Basehart: “Everything in this world is useful for something. Here, take this pebble, for example. It has a purpose, but how should I know [what]? If I knew, do you know who I would be? The Almighty, who knows everything: when you are born, when you die. And who can know that? No, I don’t know what this stone is for, but it must be for something. Because, if this is useless, then everything is useless: even the stars. And even you, you are also useful for something, with your artichoke head.”
More Francis: “We too, little pebbles on the ground, in this land of pain, of tragedies, with faith in the Risen Christ, we have a purpose, amid so many calamities.

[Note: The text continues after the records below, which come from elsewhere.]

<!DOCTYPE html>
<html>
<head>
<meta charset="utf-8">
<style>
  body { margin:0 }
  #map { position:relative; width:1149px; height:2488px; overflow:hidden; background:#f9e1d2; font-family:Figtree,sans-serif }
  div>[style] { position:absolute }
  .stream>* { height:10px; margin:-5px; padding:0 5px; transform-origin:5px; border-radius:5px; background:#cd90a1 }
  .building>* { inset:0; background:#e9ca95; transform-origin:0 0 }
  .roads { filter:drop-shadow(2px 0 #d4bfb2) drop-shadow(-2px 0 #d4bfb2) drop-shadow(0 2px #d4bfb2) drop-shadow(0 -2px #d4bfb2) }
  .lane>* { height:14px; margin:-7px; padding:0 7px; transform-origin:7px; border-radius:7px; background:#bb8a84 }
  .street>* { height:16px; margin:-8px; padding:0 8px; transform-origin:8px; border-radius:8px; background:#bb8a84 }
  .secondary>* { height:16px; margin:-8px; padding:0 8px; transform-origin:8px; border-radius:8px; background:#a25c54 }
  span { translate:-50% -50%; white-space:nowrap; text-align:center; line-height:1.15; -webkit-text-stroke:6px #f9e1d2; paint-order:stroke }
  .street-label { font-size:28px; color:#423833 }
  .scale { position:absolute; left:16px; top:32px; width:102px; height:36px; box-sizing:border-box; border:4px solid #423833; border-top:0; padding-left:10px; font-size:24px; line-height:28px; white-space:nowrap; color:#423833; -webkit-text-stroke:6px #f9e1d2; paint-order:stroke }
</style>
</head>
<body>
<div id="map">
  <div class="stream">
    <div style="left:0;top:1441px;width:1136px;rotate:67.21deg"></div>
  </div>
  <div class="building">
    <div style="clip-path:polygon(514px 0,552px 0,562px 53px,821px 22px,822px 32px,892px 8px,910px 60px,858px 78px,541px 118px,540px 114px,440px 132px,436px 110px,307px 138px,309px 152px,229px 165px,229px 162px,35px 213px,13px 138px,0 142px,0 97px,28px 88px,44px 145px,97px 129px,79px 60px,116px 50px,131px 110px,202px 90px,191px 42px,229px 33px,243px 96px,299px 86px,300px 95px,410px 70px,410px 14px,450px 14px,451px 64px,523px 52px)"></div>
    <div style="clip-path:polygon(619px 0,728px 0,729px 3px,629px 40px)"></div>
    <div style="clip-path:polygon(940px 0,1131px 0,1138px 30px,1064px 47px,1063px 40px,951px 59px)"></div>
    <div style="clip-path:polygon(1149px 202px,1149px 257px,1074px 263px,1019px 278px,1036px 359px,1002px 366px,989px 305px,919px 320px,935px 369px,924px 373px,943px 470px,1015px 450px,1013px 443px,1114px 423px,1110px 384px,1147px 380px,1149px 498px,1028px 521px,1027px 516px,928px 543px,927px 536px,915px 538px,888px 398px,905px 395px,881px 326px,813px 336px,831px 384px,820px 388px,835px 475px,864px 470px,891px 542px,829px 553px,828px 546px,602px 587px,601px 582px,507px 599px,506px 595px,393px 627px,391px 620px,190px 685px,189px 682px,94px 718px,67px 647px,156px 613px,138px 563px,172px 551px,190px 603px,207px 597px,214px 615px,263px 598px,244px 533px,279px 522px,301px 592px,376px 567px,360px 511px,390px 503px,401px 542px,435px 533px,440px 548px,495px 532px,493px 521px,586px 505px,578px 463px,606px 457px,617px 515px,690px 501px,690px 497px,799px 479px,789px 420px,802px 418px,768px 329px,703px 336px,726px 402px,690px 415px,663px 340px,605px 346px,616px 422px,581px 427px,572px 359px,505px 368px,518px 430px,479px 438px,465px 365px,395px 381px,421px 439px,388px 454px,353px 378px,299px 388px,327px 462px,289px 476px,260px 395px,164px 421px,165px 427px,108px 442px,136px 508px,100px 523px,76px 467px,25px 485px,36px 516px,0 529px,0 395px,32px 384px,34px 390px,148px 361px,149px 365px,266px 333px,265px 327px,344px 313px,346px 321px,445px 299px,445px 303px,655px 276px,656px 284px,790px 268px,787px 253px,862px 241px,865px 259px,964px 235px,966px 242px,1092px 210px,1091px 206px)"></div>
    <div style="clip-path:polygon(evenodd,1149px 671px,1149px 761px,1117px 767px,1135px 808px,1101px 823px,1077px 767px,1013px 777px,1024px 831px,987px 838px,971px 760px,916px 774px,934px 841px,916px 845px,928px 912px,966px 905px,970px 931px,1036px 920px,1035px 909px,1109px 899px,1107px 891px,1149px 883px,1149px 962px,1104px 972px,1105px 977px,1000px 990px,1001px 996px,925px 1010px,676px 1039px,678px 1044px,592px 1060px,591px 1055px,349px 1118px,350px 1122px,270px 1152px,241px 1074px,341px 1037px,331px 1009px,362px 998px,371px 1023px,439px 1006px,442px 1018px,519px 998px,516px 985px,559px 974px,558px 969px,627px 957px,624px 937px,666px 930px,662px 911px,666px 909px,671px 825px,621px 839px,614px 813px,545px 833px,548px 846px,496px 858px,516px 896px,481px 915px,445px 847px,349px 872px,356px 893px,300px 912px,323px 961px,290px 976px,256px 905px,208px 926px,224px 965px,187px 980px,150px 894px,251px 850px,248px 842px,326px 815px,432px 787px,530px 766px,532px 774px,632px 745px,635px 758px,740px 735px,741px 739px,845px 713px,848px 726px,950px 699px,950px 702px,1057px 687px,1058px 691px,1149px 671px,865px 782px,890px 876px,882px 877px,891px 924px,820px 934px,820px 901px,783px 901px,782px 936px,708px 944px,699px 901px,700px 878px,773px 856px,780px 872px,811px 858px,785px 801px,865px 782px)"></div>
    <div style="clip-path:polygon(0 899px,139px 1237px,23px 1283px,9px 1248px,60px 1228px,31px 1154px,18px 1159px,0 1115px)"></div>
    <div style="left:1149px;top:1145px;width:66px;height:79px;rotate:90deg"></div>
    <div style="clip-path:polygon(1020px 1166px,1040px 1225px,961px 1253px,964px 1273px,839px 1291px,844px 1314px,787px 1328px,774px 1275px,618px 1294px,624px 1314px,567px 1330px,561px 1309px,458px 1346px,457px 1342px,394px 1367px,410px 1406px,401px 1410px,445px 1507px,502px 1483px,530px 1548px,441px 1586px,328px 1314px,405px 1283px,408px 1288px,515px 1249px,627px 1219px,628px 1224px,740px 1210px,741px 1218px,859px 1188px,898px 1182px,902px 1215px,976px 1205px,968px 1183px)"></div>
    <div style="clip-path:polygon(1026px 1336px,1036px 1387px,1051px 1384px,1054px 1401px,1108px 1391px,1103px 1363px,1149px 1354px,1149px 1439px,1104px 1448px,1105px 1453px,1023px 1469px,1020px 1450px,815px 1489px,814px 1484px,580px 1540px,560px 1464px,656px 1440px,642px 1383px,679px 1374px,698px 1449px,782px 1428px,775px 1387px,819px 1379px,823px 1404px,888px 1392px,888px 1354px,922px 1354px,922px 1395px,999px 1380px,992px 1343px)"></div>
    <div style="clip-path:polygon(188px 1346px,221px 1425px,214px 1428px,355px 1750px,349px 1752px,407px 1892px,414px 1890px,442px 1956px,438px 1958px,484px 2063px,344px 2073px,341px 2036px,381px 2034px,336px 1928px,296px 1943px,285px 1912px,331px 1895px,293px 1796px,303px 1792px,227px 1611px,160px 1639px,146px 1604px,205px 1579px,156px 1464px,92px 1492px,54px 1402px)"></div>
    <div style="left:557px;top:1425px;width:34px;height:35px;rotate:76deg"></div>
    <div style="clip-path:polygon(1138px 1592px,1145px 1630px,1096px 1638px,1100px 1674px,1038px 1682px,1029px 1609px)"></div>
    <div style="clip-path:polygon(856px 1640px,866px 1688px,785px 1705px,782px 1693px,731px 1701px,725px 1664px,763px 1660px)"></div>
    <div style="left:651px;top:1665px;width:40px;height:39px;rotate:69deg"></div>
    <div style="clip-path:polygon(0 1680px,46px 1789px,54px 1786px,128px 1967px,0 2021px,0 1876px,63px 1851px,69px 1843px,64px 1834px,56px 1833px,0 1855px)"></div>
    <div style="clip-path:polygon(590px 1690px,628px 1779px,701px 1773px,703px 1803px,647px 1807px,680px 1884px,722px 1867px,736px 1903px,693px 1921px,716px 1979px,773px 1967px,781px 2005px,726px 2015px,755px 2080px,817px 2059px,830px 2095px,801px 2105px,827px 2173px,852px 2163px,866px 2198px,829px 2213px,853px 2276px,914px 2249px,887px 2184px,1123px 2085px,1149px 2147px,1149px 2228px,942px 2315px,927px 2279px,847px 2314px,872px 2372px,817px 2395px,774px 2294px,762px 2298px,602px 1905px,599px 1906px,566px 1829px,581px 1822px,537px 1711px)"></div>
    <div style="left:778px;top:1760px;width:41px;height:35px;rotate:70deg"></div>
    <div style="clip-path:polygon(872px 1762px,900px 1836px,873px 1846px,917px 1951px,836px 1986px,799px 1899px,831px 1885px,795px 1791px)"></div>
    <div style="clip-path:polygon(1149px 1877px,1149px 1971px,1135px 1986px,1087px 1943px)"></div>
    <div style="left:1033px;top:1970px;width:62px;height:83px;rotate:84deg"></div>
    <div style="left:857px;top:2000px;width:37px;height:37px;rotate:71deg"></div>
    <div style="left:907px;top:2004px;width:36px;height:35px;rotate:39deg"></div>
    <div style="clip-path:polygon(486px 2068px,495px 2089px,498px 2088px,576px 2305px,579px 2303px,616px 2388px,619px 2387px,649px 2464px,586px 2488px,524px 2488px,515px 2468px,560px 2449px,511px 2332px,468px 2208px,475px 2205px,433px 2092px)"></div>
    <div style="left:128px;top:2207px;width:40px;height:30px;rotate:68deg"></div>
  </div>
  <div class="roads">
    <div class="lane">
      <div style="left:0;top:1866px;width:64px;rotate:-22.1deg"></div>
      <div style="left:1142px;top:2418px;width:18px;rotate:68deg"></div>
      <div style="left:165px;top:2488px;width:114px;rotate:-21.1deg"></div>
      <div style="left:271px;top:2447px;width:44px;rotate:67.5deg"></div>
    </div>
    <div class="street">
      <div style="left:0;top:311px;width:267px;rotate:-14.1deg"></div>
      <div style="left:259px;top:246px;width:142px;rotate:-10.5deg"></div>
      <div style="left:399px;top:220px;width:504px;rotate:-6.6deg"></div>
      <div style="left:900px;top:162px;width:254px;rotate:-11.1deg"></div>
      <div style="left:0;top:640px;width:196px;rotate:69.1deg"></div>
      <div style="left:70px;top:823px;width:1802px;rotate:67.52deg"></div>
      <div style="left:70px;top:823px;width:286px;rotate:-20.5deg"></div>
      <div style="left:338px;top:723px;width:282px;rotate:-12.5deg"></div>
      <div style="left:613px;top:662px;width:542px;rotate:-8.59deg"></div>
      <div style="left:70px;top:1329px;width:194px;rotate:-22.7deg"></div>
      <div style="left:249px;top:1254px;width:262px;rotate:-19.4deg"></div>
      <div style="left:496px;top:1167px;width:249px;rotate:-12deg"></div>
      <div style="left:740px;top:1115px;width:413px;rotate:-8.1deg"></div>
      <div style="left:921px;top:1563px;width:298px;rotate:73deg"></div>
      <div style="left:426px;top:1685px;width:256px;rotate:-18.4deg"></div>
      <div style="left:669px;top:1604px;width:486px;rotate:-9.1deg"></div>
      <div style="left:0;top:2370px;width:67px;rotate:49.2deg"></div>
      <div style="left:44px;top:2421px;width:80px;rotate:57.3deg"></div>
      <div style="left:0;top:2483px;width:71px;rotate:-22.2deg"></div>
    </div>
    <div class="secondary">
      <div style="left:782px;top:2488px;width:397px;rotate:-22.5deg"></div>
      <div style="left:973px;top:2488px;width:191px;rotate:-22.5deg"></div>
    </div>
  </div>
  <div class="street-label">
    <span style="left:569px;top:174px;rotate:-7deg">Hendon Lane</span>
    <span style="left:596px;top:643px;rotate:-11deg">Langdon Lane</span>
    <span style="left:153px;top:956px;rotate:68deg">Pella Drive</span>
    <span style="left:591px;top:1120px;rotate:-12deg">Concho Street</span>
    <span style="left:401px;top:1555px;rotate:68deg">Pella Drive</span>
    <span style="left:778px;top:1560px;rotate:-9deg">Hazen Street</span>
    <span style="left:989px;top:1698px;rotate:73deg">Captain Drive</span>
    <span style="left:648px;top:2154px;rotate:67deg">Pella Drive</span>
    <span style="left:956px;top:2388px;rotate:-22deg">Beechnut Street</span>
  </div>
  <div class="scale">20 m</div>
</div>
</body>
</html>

The purpose of looking beyond, the purpose of saying: ‘Look, there is no wall; there is a horizon, there is life, there is joy, and there is the cross with this ambivalence. Look ahead, do not close yourself off. You, little pebble, have a purpose in life, because you are a pebble near that rock, that stone which the wickedness of sin has discarded.”
I’ll watch a Super Bowl game now and then, but am otherwise indifferent to the comings and goings of big-time football (NFL or college). I barely glance in its direction.
And yet even I know who the legendary Bill Bellichick is, and that he’s 73 and part Croatian and that he wears eight Super Bowl rings. And that his foxy girlfriend of two-plus years, Jordon Hudson, is 49 years younger. (Hudson’s previous boyfriend is around 40yearsolder.)
I say (a) “if they’re happy, fine,” (b) “it’s none of my damn business” and (c) “live and let live”.
But Bellichick’s maroon or burgundy sport jacket is utterly impossible. No one of any taste comes within 100 yards of burgundy or maroon anything.